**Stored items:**
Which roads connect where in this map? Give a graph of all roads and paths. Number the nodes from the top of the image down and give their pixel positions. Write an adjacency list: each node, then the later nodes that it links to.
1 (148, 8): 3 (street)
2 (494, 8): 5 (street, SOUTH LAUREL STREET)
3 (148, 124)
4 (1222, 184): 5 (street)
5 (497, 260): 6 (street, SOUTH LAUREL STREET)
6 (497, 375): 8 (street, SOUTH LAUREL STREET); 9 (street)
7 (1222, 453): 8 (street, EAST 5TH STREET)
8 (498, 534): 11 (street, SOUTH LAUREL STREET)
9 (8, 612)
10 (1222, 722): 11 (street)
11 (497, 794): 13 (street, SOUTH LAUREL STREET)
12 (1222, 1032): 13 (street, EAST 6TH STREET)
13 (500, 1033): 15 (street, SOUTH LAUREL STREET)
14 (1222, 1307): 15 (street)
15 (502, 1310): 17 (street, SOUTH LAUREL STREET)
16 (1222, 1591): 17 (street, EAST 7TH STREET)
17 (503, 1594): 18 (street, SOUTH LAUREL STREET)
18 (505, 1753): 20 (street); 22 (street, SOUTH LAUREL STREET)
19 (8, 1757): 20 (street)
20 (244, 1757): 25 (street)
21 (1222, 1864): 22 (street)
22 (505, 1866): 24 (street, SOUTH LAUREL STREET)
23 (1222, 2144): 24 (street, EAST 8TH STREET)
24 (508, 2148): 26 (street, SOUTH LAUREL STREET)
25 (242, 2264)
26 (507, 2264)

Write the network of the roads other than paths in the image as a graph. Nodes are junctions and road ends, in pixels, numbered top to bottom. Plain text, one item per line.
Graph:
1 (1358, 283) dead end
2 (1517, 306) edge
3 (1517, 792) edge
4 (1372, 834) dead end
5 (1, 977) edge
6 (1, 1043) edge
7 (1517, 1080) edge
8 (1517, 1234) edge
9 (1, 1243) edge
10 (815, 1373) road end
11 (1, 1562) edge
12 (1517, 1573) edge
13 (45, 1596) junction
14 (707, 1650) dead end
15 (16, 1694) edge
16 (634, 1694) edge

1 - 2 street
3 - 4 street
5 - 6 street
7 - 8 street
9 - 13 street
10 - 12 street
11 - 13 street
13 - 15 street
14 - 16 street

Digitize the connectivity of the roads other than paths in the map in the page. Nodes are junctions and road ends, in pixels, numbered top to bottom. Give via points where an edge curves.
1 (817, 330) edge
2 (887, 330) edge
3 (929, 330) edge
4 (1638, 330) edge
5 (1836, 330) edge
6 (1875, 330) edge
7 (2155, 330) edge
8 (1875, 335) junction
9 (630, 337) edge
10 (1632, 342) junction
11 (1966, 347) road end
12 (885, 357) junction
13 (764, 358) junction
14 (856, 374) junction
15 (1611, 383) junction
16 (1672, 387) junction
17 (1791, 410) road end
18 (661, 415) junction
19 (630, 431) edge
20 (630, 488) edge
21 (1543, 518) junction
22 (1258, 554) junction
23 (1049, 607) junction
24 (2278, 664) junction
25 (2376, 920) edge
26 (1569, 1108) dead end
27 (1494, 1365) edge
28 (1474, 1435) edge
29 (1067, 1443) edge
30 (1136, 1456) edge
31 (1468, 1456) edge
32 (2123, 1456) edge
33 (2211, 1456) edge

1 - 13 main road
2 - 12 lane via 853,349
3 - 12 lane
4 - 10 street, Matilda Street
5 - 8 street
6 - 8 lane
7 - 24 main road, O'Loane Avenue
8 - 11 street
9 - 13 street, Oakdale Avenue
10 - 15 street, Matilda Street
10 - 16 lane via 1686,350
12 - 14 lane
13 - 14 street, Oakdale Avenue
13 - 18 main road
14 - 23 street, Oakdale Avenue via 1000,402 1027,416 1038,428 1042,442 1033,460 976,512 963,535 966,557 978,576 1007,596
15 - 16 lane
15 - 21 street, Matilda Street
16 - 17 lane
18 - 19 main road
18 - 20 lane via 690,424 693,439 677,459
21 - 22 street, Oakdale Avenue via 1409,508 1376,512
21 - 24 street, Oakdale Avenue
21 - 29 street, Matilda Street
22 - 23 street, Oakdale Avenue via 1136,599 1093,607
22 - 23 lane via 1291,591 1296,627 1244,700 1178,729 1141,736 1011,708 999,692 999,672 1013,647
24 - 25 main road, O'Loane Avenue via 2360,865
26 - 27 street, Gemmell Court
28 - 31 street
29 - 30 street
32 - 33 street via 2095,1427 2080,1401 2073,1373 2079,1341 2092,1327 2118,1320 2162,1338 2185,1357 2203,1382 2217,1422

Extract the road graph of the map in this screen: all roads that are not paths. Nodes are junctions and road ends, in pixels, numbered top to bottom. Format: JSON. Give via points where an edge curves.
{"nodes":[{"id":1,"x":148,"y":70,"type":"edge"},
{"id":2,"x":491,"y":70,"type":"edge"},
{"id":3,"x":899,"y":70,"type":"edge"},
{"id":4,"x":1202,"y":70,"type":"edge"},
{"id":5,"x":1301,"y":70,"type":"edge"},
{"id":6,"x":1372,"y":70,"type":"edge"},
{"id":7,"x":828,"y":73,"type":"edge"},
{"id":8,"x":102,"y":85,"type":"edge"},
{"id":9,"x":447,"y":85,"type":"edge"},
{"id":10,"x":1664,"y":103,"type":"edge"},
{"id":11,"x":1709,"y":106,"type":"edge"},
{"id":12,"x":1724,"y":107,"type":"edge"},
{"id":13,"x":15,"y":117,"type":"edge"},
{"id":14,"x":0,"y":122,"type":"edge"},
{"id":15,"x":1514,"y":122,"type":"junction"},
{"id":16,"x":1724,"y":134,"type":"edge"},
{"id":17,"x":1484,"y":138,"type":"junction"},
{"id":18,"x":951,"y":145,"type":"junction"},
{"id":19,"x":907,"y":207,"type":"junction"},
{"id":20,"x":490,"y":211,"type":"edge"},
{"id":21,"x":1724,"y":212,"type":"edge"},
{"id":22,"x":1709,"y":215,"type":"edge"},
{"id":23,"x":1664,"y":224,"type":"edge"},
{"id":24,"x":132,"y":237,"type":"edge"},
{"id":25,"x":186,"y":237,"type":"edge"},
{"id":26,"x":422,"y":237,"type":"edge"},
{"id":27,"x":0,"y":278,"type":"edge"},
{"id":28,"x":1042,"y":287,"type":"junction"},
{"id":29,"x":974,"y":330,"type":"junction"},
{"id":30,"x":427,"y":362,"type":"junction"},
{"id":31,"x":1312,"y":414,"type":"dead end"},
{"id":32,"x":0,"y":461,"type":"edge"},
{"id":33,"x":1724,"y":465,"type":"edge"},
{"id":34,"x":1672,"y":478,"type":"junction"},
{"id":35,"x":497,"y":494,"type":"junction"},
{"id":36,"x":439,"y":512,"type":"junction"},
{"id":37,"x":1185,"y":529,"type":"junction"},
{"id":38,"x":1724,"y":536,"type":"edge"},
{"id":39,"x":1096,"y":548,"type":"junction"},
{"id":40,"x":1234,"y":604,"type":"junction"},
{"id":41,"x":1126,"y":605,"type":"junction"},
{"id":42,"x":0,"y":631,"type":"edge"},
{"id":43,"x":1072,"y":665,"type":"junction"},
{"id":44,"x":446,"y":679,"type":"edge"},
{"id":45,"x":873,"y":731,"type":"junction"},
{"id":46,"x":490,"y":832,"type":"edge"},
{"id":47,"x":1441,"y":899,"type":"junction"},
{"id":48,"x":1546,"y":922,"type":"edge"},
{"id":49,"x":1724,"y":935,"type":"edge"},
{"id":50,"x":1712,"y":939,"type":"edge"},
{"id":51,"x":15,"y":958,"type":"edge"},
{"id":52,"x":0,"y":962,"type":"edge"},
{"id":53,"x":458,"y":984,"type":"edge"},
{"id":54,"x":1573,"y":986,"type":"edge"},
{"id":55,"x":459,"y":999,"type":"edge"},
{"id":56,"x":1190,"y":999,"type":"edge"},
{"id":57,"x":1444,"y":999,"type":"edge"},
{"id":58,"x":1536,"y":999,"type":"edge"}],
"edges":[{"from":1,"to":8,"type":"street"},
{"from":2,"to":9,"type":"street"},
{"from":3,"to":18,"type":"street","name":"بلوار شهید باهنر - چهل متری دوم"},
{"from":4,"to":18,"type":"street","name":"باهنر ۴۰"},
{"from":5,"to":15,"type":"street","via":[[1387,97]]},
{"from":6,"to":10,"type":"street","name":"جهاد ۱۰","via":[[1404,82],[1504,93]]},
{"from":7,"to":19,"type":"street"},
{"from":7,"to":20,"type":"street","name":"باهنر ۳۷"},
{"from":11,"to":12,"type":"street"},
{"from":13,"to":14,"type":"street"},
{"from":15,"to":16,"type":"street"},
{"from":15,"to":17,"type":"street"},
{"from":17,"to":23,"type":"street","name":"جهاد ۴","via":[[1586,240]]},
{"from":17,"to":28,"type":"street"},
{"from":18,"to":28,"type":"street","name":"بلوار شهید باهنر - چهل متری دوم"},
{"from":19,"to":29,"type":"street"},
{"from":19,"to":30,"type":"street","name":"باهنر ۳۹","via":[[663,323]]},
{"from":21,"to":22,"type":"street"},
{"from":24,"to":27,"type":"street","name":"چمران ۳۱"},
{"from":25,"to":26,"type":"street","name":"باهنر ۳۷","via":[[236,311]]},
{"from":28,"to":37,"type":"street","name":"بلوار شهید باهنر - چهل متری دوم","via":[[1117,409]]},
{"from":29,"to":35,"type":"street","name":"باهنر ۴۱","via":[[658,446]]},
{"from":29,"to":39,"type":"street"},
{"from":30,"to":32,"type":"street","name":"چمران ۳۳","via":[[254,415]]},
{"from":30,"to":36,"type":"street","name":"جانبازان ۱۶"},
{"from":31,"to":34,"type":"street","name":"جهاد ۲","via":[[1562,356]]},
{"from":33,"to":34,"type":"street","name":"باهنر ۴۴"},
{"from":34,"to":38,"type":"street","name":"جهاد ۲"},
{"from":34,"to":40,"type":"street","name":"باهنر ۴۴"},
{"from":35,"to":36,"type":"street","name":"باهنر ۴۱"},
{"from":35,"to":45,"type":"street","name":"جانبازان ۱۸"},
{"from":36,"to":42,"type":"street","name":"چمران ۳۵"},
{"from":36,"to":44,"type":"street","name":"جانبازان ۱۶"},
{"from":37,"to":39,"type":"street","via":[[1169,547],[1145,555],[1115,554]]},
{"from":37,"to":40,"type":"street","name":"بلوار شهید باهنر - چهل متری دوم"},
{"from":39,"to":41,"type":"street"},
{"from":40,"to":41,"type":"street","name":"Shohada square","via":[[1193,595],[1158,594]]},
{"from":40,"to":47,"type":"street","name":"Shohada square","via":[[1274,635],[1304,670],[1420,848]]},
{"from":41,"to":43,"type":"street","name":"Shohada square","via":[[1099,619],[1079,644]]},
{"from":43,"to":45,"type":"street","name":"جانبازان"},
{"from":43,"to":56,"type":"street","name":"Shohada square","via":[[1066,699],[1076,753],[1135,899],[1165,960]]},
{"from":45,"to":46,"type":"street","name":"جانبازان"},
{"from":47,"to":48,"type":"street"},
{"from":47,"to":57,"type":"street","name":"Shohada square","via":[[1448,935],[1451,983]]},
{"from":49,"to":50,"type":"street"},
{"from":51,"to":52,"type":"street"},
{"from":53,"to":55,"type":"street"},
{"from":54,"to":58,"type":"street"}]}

**Work to complete:** Look through the entries and return every line where "جهاد" appears.

**Reply to the exercise:**
{"from":6,"to":10,"type":"street","name":"جهاد ۱۰","via":[[1404,82],[1504,93]]},
{"from":17,"to":23,"type":"street","name":"جهاد ۴","via":[[1586,240]]},
{"from":31,"to":34,"type":"street","name":"جهاد ۲","via":[[1562,356]]},
{"from":34,"to":38,"type":"street","name":"جهاد ۲"},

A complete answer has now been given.